§ **AIM OF THE TASK**: Leaving the images behind, copy every line of the records exactly.

===== RECORDS PROVIDED =====

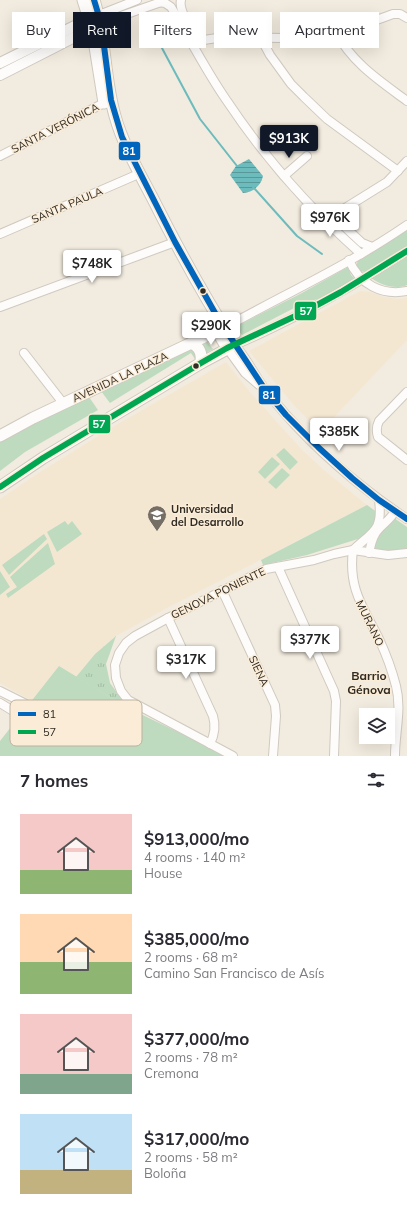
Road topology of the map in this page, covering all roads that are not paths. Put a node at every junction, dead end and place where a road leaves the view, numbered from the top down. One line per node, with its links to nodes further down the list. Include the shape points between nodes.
1 (83, 0): 7 (main road)
2 (94, 0): 8 (main road)
3 (137, 0): 9 (street)
4 (168, 0): 6 (street)
5 (181, 0): 12 (street)
6 (159, 2): 10 (street); 11 (street, via 165,3)
7 (90, 12)
8 (95, 12)
9 (113, 12)
10 (125, 12)
11 (174, 12)
12 (183, 12)
13 (407, 18): 14 (street, via 393,14)
14 (379, 19)
15 (73, 31): 21 (street)
16 (73, 34): 22 (street)
17 (99, 48): 24 (main road)
18 (198, 48): 30 (street, via 227,102)
19 (266, 48): 28 (street, via 291,84 307,101 333,124)
20 (345, 48): 23 (street, via 360,65)
21 (0, 63)
22 (0, 75)
23 (407, 101)
24 (107, 102): 25 (street, SANTA VERÓNICA); 29 (main road, via 116,140); 34 (main road)
25 (0, 156)
26 (307, 156): 30 (street)
27 (407, 161): 28 (street)
28 (398, 171): 31 (street, via 383,185)
29 (134, 176): 33 (street, SANTA PAULA); 34 (main road)
30 (284, 176): 31 (street)
31 (330, 218): 35 (street, via 362,243); 37 (street)
32 (407, 226): 35 (street, AVENIDA LA PLAZA)
33 (0, 234)
34 (172, 243): 41 (street); 42 (main road)
35 (372, 247): 37 (street, AVENIDA LA PLAZA)
36 (407, 251): 39 (street)
37 (361, 254): 38 (street, AVENIDA LA PLAZA)
38 (350, 260): 39 (street, via 353,270); 42 (street, AVENIDA LA PLAZA)
39 (362, 279): 40 (street, via 368,285 385,291); 44 (street, via 306,311)
40 (407, 291)
41 (0, 307)
42 (220, 329): 43 (main road, AVENIDA LA PLAZA); 44 (main road)
43 (192, 343): 46 (main road, via 202,355); 48 (main road, AVENIDA LA PLAZA)
44 (231, 346): 46 (main road); 52 (street, via 244,356 266,391 286,415 318,447)
45 (24, 353): 48 (street)
46 (201, 363): 51 (main road, via 49,454)
47 (407, 392): 50 (street, via 379,421 377,432 381,440)
48 (64, 403): 49 (main road, AVENIDA LA PLAZA)
49 (0, 436)
50 (407, 460)
51 (0, 487)
52 (379, 500): 53 (street); 55 (street, via 380,520 368,537)
53 (395, 511): 54 (street); 56 (street, via 378,529)
54 (407, 518)
55 (353, 550): 56 (street, GENOVA PONIENTE); 58 (street, GENOVA PONIENTE); 71 (street, MURANO, via 352,573 356,594 385,654 396,686 398,714)
56 (369, 553): 57 (street, GENOVA PONIENTE)
57 (407, 553)
58 (278, 567): 59 (street, GENOVA PONIENTE, via 258,572); 70 (street, via 334,691)
59 (222, 590): 60 (street, GENOVA PONIENTE); 69 (street, SIENA, via 275,706)
60 (168, 618): 63 (street, GENOVA PONIENTE, via 135,636 122,647 115,672 118,684); 67 (street, via 213,716 215,730)
61 (0, 691): 62 (street)
62 (18, 700)
63 (130, 700)
64 (0, 703): 66 (street)
65 (142, 708): 67 (street, GENOVA PONIENTE)
66 (10, 709)
67 (210, 744): 68 (street)
68 (233, 756)
69 (273, 756)
70 (334, 756)
71 (395, 756)

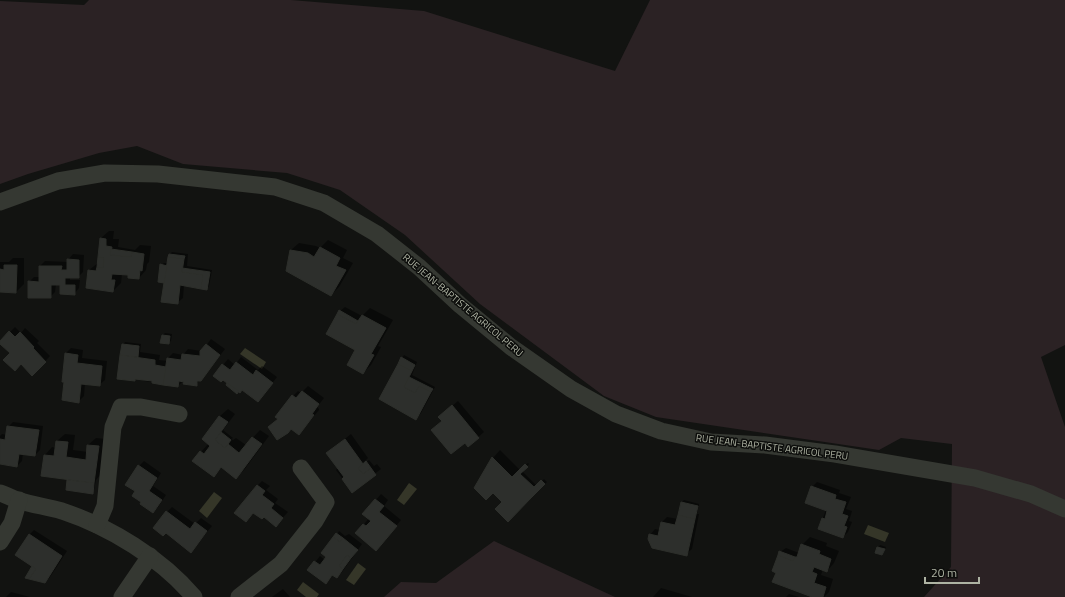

=====

§ **WORKED SOLUTION**:
Road topology of the map in this page, covering all roads that are not paths. Put a node at every junction, dead end and place where a road leaves the view, numbered from the top down. One line per node, with its links to nodes further down the list. Include the shape points between nodes.
1 (83, 0): 7 (main road)
2 (94, 0): 8 (main road)
3 (137, 0): 9 (street)
4 (168, 0): 6 (street)
5 (181, 0): 12 (street)
6 (159, 2): 10 (street); 11 (street, via 165,3)
7 (90, 12)
8 (95, 12)
9 (113, 12)
10 (125, 12)
11 (174, 12)
12 (183, 12)
13 (407, 18): 14 (street, via 393,14)
14 (379, 19)
15 (73, 31): 21 (street)
16 (73, 34): 22 (street)
17 (99, 48): 24 (main road)
18 (198, 48): 30 (street, via 227,102)
19 (266, 48): 28 (street, via 291,84 307,101 333,124)
20 (345, 48): 23 (street, via 360,65)
21 (0, 63)
22 (0, 75)
23 (407, 101)
24 (107, 102): 25 (street, SANTA VERÓNICA); 29 (main road, via 116,140); 34 (main road)
25 (0, 156)
26 (307, 156): 30 (street)
27 (407, 161): 28 (street)
28 (398, 171): 31 (street, via 383,185)
29 (134, 176): 33 (street, SANTA PAULA); 34 (main road)
30 (284, 176): 31 (street)
31 (330, 218): 35 (street, via 362,243); 37 (street)
32 (407, 226): 35 (street, AVENIDA LA PLAZA)
33 (0, 234)
34 (172, 243): 41 (street); 42 (main road)
35 (372, 247): 37 (street, AVENIDA LA PLAZA)
36 (407, 251): 39 (street)
37 (361, 254): 38 (street, AVENIDA LA PLAZA)
38 (350, 260): 39 (street, via 353,270); 42 (street, AVENIDA LA PLAZA)
39 (362, 279): 40 (street, via 368,285 385,291); 44 (street, via 306,311)
40 (407, 291)
41 (0, 307)
42 (220, 329): 43 (main road, AVENIDA LA PLAZA); 44 (main road)
43 (192, 343): 46 (main road, via 202,355); 48 (main road, AVENIDA LA PLAZA)
44 (231, 346): 46 (main road); 52 (street, via 244,356 266,391 286,415 318,447)
45 (24, 353): 48 (street)
46 (201, 363): 51 (main road, via 49,454)
47 (407, 392): 50 (street, via 379,421 377,432 381,440)
48 (64, 403): 49 (main road, AVENIDA LA PLAZA)
49 (0, 436)
50 (407, 460)
51 (0, 487)
52 (379, 500): 53 (street); 55 (street, via 380,520 368,537)
53 (395, 511): 54 (street); 56 (street, via 378,529)
54 (407, 518)
55 (353, 550): 56 (street, GENOVA PONIENTE); 58 (street, GENOVA PONIENTE); 71 (street, MURANO, via 352,573 356,594 385,654 396,686 398,714)
56 (369, 553): 57 (street, GENOVA PONIENTE)
57 (407, 553)
58 (278, 567): 59 (street, GENOVA PONIENTE, via 258,572); 70 (street, via 334,691)
59 (222, 590): 60 (street, GENOVA PONIENTE); 69 (street, SIENA, via 275,706)
60 (168, 618): 63 (street, GENOVA PONIENTE, via 135,636 122,647 115,672 118,684); 67 (street, via 213,716 215,730)
61 (0, 691): 62 (street)
62 (18, 700)
63 (130, 700)
64 (0, 703): 66 (street)
65 (142, 708): 67 (street, GENOVA PONIENTE)
66 (10, 709)
67 (210, 744): 68 (street)
68 (233, 756)
69 (273, 756)
70 (334, 756)
71 (395, 756)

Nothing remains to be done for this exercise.